Task to complete: Give back each entry verbatim.

Extracted records:

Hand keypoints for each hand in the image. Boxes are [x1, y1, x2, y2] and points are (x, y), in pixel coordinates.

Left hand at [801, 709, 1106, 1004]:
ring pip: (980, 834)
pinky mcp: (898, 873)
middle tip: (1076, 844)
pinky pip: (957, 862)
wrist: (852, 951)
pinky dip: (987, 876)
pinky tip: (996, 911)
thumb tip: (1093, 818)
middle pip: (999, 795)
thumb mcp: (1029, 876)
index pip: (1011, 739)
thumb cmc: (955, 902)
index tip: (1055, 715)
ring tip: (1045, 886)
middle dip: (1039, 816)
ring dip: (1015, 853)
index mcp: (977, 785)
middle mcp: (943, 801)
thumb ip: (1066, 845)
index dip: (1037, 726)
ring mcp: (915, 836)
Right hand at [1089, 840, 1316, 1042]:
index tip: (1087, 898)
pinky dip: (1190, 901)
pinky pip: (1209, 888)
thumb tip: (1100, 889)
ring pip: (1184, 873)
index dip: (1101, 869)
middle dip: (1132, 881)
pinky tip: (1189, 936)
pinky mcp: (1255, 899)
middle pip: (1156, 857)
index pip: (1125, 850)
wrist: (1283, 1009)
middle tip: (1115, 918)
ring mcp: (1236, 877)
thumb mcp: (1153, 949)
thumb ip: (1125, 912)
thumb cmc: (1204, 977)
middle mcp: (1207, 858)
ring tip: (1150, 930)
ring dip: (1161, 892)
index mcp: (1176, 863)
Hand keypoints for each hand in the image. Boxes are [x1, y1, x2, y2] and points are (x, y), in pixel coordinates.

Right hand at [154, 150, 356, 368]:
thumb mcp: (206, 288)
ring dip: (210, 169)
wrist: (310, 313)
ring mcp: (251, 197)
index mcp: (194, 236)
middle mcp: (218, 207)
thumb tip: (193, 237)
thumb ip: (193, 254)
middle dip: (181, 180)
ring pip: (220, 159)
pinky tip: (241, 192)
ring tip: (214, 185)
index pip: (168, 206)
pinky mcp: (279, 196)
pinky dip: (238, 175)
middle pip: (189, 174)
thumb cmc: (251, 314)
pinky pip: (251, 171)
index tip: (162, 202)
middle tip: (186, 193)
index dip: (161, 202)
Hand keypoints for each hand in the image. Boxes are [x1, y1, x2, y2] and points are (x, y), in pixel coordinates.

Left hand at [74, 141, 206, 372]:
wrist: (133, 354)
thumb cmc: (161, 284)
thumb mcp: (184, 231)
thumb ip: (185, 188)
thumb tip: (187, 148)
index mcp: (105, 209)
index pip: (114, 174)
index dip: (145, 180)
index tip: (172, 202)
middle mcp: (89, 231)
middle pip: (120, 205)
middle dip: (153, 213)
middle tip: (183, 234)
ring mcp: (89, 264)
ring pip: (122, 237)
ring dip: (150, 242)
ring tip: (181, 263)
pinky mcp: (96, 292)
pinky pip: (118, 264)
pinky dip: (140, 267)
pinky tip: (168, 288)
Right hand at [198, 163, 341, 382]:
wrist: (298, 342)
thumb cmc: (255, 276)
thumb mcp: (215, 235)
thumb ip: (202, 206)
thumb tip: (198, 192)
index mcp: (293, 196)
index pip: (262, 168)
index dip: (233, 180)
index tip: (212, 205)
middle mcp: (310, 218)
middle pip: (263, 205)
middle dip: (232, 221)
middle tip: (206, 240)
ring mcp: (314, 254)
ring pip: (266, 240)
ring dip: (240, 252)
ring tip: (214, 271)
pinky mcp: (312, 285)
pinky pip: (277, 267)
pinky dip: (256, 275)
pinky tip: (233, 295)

Response area:
Hand keypoints for each hand in the image. Boxes are [x1, y1, x2, y2] and points are (x, y), in pixel coordinates.

Left hand at [801, 709, 1106, 1004]:
ring pip: (980, 834)
pinky mcp: (898, 873)
middle tip: (1076, 844)
pinky pip: (957, 862)
wrist: (852, 951)
pinky dip: (987, 876)
pinky tip: (996, 911)
thumb tip: (1093, 818)
middle pip: (999, 795)
thumb mcp: (1029, 876)
index pip: (1011, 739)
thumb cmc: (955, 902)
index tip: (1055, 715)
ring tip: (1045, 886)
middle dip: (1039, 816)
ring dip: (1015, 853)
index mcp: (977, 785)
middle mcp: (943, 801)
thumb ip: (1066, 845)
index dip: (1037, 726)
ring mcp: (915, 836)
Right hand at [1089, 840, 1316, 1042]:
index tip: (1087, 898)
pinky dip: (1190, 901)
pinky pip: (1209, 888)
thumb tip: (1100, 889)
ring pip: (1184, 873)
index dip: (1101, 869)
middle dip: (1132, 881)
pinky tip: (1189, 936)
pinky mcp: (1255, 899)
middle pip: (1156, 857)
index pip: (1125, 850)
wrist: (1283, 1009)
middle tip: (1115, 918)
ring mcp: (1236, 877)
thumb mcp: (1153, 949)
thumb ip: (1125, 912)
thumb cmc: (1204, 977)
middle mcp: (1207, 858)
ring tip: (1150, 930)
ring dip: (1161, 892)
index mcp: (1176, 863)
Hand keypoints for each hand in the image. Boxes are [x1, y1, x2, y2] and points are (x, y), in pixel coordinates.

Right hand at [154, 150, 356, 368]:
thumb mcp: (206, 288)
ring dip: (210, 169)
wrist: (310, 313)
ring mcp: (251, 197)
index mcp: (194, 236)
middle mcp: (218, 207)
thumb tip: (193, 237)
thumb ip: (193, 254)
middle dip: (181, 180)
ring pip: (220, 159)
pinky tip: (241, 192)
ring tip: (214, 185)
index pip: (168, 206)
pinky mcp: (279, 196)
pinky dip: (238, 175)
middle pip: (189, 174)
thumb cmc: (251, 314)
pinky pip: (251, 171)
index tip: (162, 202)
middle tip: (186, 193)
index dip: (161, 202)
Hand keypoints for each hand in the image. Boxes are [x1, y1, x2, y2] and points are (x, y), in pixel coordinates.

Left hand at [74, 141, 206, 372]:
wrist: (133, 354)
thumb cmc: (161, 284)
thumb mcp: (184, 231)
thumb ip: (185, 188)
thumb tip: (187, 148)
index mcp: (105, 209)
index pip: (114, 174)
index dip: (145, 180)
index tip: (172, 202)
middle mcp: (89, 231)
middle pip: (120, 205)
middle dip: (153, 213)
middle tip: (183, 234)
ring mcp: (89, 264)
ring pip: (122, 237)
ring dip: (150, 242)
ring tip: (181, 263)
pinky mcp: (96, 292)
pinky pip: (118, 264)
pinky dip: (140, 267)
pinky tip: (168, 288)
Right hand at [198, 163, 341, 382]:
wrist: (298, 342)
thumb cmc: (255, 276)
thumb mcp: (215, 235)
thumb ip: (202, 206)
thumb tip: (198, 192)
index mcp: (293, 196)
index pip: (262, 168)
index dip: (233, 180)
index tip: (212, 205)
middle mcp: (310, 218)
middle pip: (263, 205)
middle dip: (232, 221)
middle tip: (206, 240)
ring mcp: (314, 254)
ring pip: (266, 240)
ring dip: (240, 252)
ring tip: (214, 271)
pinky mcp: (312, 285)
pinky pip: (277, 267)
pinky dip: (256, 275)
pinky tip: (233, 295)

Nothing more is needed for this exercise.